Cort
Phoenix Rising Founder
- Messages
- 7,392
Thanks Dr. Yes for all the information
This was a key problem with the Miller study. If you read some of my earlier posts you'll see that that first post regarding the study was done with the understanding that IRB approval had been received. Dr. Miller quickly informed us that was incorrect and the post was immediately pulled from the PR Forums and, in retrospect, it should have been pulled from the MECFS Forums. I think the thought was well, its out there now -sobeit..Dr. Miller thought it was best that it not be out there but it was This was a mistake - but it was nothing more than a mistake. There was no hidden agenda - it was us and Dr. Miller making a mistake and it had nothing to do with his honest attempt to find XMRV. If that was the problem - patients protesting that Dr. Miller did not have IRB approval yet - I think we would have gotten over it!
I agree - this is another weird situation that we have gotten stuck in the middle of. Why should anyone doubt the word of a researcher when asked a simple question like this? That should be enough to go on but apparently its not. It doesn't bode well for patient researcher communication and trust. Its weird.
That's a question - although I don't think it's the central question any more..The central question in my opinion has changed from finding how much XMRV is in CFS demonstrate that he can find XMRV and show other labs how he found it; eg. the most important thing now is to validate the WPI's ability to find XMRV. If he can find it in fibromyalgia or Lyme Disease or multiple sclerosis or any of the other groups the WPI has found it in - then that's fine.
The key factor for me is his validation that the patients actually did have a positive diagnosis from the WPI; that was one thing we were struggling with in the Miller study - how to prove that they had that diagnosis. After that, the disease group they fit into, at least in my opinion, is not important. When last I heard I believe we were going to allow CFS and FM patients into the study.
So long as he is clear in his paper which group of patients he looked at - did they have FM or CFS or whatever - then I don't see any reason to oppose his study. The only reasons I can see to oppose if he is using a methodology that will not find XMRV.

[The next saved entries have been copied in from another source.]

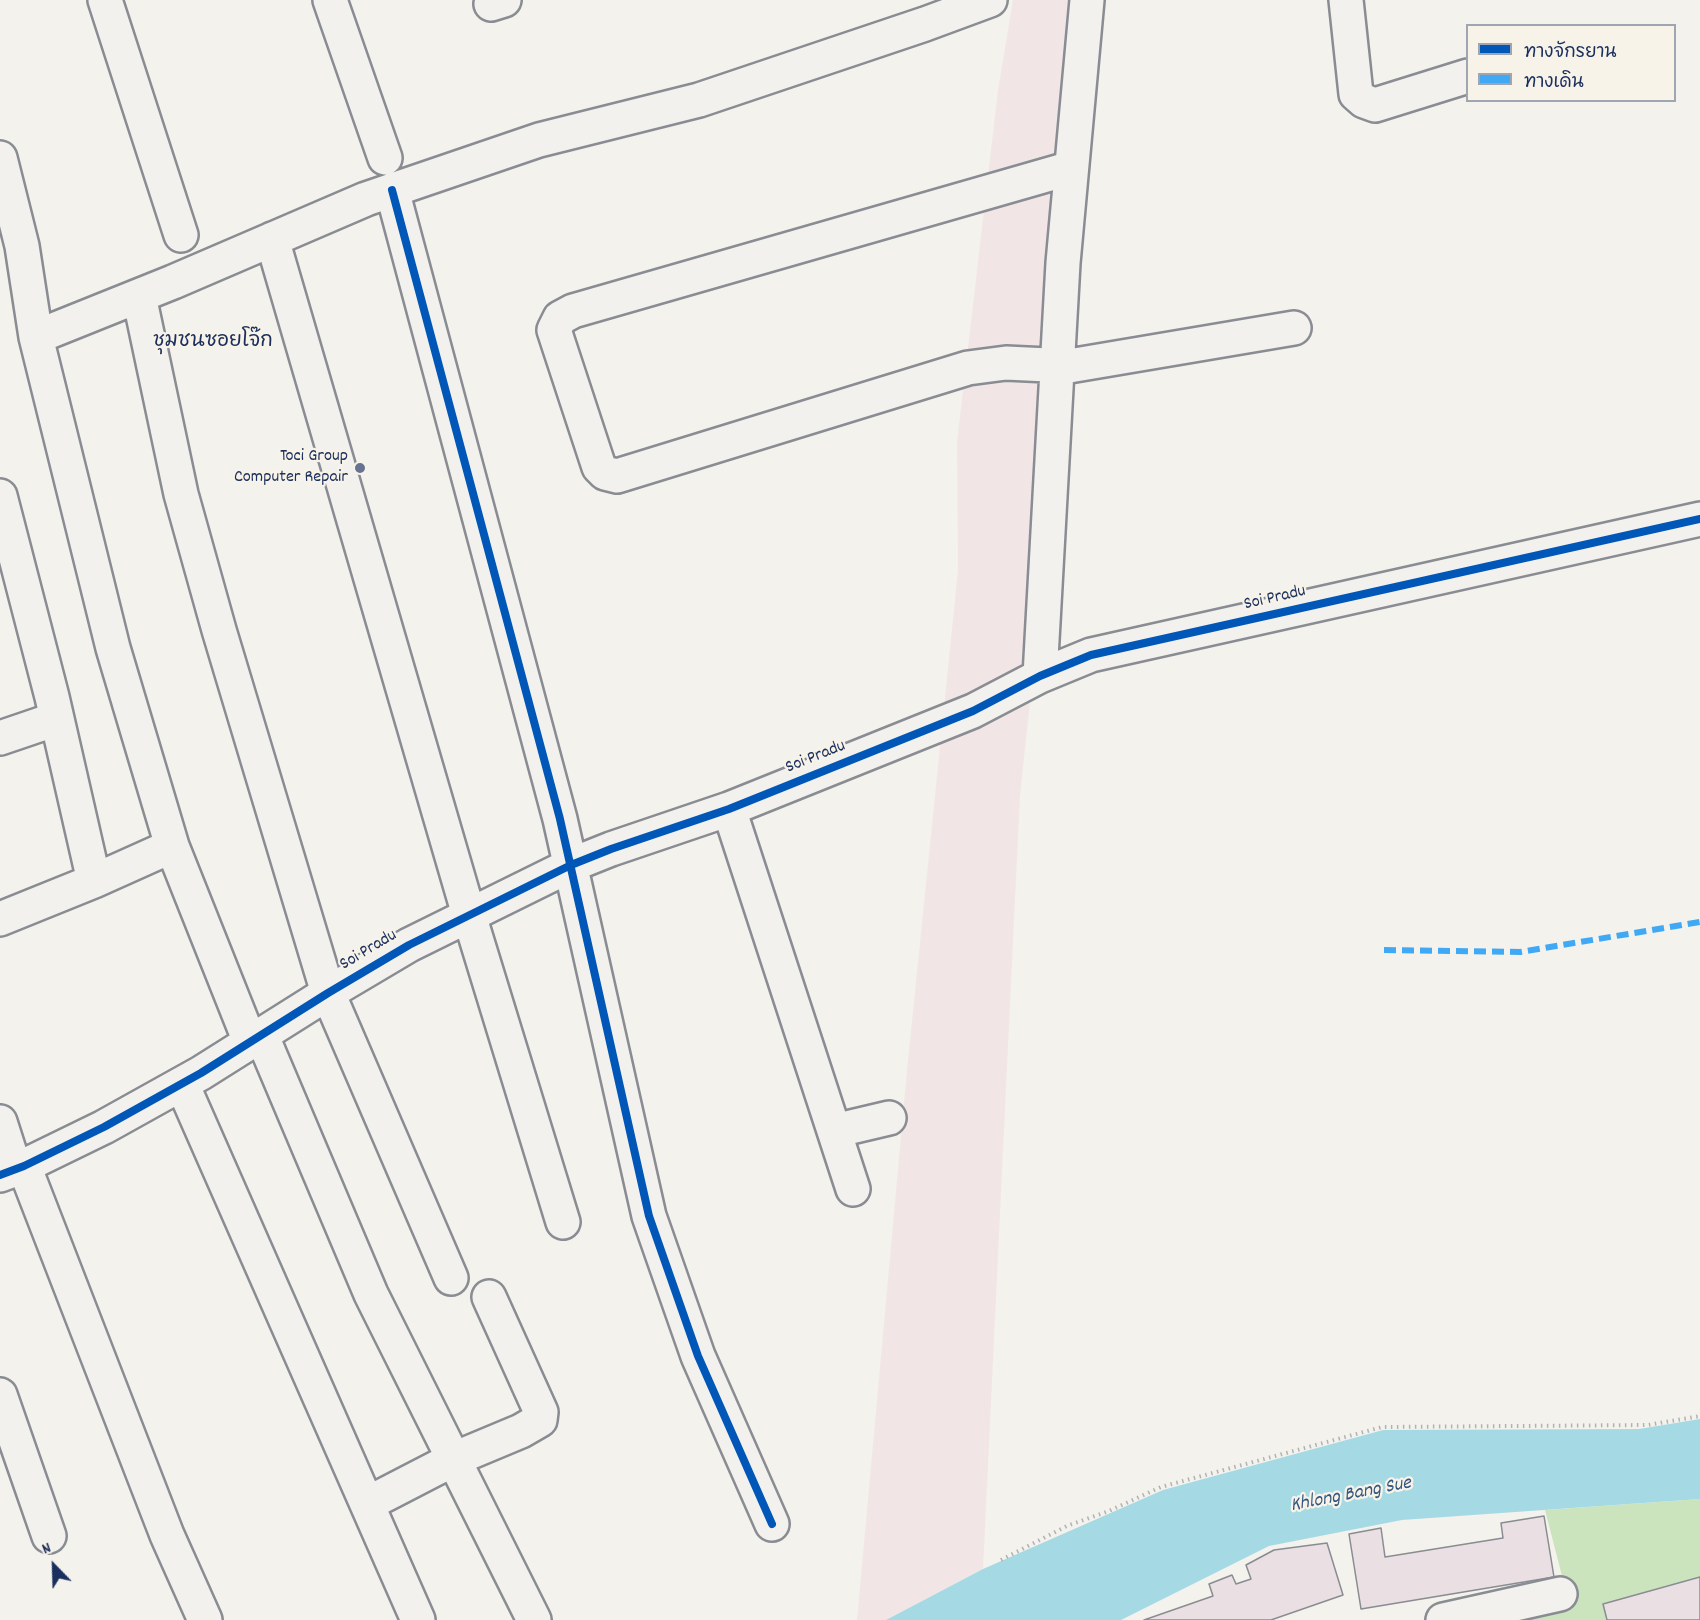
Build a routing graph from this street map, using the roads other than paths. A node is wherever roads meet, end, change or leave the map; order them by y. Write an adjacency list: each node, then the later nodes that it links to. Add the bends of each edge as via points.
1 (105, 0): 11 (street)
2 (330, 0): 8 (street)
3 (990, 0): 10 (street, via 699,100 539,140)
4 (1087, 0): 9 (street)
5 (1350, 1): 6 (street, via 1356,93 1364,101 1375,105)
6 (1466, 76)
7 (0, 158): 15 (street, via 22,246)
8 (385, 158)
9 (1071, 168): 16 (street); 16 (street, via 573,311 560,318 554,330 599,467 617,476 968,368 1006,363)
10 (392, 190): 12 (street); 24 (street)
11 (181, 235)
12 (272, 239): 13 (street); 26 (street)
13 (139, 296): 15 (street); 28 (street, via 181,494)
14 (1294, 328): 16 (street)
15 (36, 337): 23 (street, via 113,648)
16 (1057, 366): 19 (street)
17 (0, 496): 20 (street)
18 (1700, 519): 19 (street, Soi Pradu, via 1091,655)
19 (1040, 676): 22 (street, Soi Pradu, via 973,711)
20 (56, 718): 21 (street); 25 (street)
21 (0, 738)
22 (729, 809): 24 (street, Soi Pradu); 33 (street)
23 (172, 846): 25 (street); 29 (street)
24 (571, 865): 26 (street, Soi Pradu); 42 (street, via 649,1216 698,1356)
25 (94, 880): 27 (street)
26 (469, 915): 28 (street, Soi Pradu); 36 (street)
27 (0, 919)
28 (328, 993): 29 (street, Soi Pradu); 37 (street)
29 (255, 1038): 30 (street, Soi Pradu); 40 (street, via 371,1294)
30 (182, 1084): 34 (street, Soi Pradu); 41 (street)
31 (889, 1118): 33 (street)
32 (0, 1122): 34 (street)
33 (834, 1131): 35 (street)
34 (13, 1170): 45 (street)
35 (853, 1189)
36 (563, 1222)
37 (451, 1278)
38 (489, 1297): 40 (street, via 541,1412 540,1420)
39 (0, 1395): 43 (street)
40 (454, 1459): 41 (street); 47 (street)
41 (367, 1504): 46 (street)
42 (772, 1524)
43 (49, 1536)
44 (1560, 1594): 48 (street)
45 (205, 1620)
46 (418, 1620)
47 (534, 1620)
48 (1443, 1620)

-Do these researchers have IRB approval yet? If not, why are they soliciting patients?
This was a key problem with the Miller study. If you read some of my earlier posts you'll see that that first post regarding the study was done with the understanding that IRB approval had been received. Dr. Miller quickly informed us that was incorrect and the post was immediately pulled from the PR Forums and, in retrospect, it should have been pulled from the MECFS Forums. I think the thought was well, its out there now -sobeit..Dr. Miller thought it was best that it not be out there but it was This was a mistake - but it was nothing more than a mistake. There was no hidden agenda - it was us and Dr. Miller making a mistake and it had nothing to do with his honest attempt to find XMRV. If that was the problem - patients protesting that Dr. Miller did not have IRB approval yet - I think we would have gotten over it!
Dr. Yes - It is nearly impossible to understand how a study coordinator or principal investigator in this situation could be so misinfomed or mistaken about who his collaborators are. It is not as simple as being wrong about a yes/no; in order to have established a collaboration there would have to have been communications and discussion between his associates and the WPI, of which he surely would have been aware.
I agree - this is another weird situation that we have gotten stuck in the middle of. Why should anyone doubt the word of a researcher when asked a simple question like this? That should be enough to go on but apparently its not. It doesn't bode well for patient researcher communication and trust. Its weird.
-A lot of people have tested XMRV positive and we don't know if they all have the same illness. In order to be sure, assuming this is actually a study on CFS patients and not merely on XMRV detection itself, they will have to have some selection criteria to specify CFS patients...what criteria will be used?
That's a question - although I don't think it's the central question any more..The central question in my opinion has changed from finding how much XMRV is in CFS demonstrate that he can find XMRV and show other labs how he found it; eg. the most important thing now is to validate the WPI's ability to find XMRV. If he can find it in fibromyalgia or Lyme Disease or multiple sclerosis or any of the other groups the WPI has found it in - then that's fine.
The key factor for me is his validation that the patients actually did have a positive diagnosis from the WPI; that was one thing we were struggling with in the Miller study - how to prove that they had that diagnosis. After that, the disease group they fit into, at least in my opinion, is not important. When last I heard I believe we were going to allow CFS and FM patients into the study.
So long as he is clear in his paper which group of patients he looked at - did they have FM or CFS or whatever - then I don't see any reason to oppose his study. The only reasons I can see to oppose if he is using a methodology that will not find XMRV.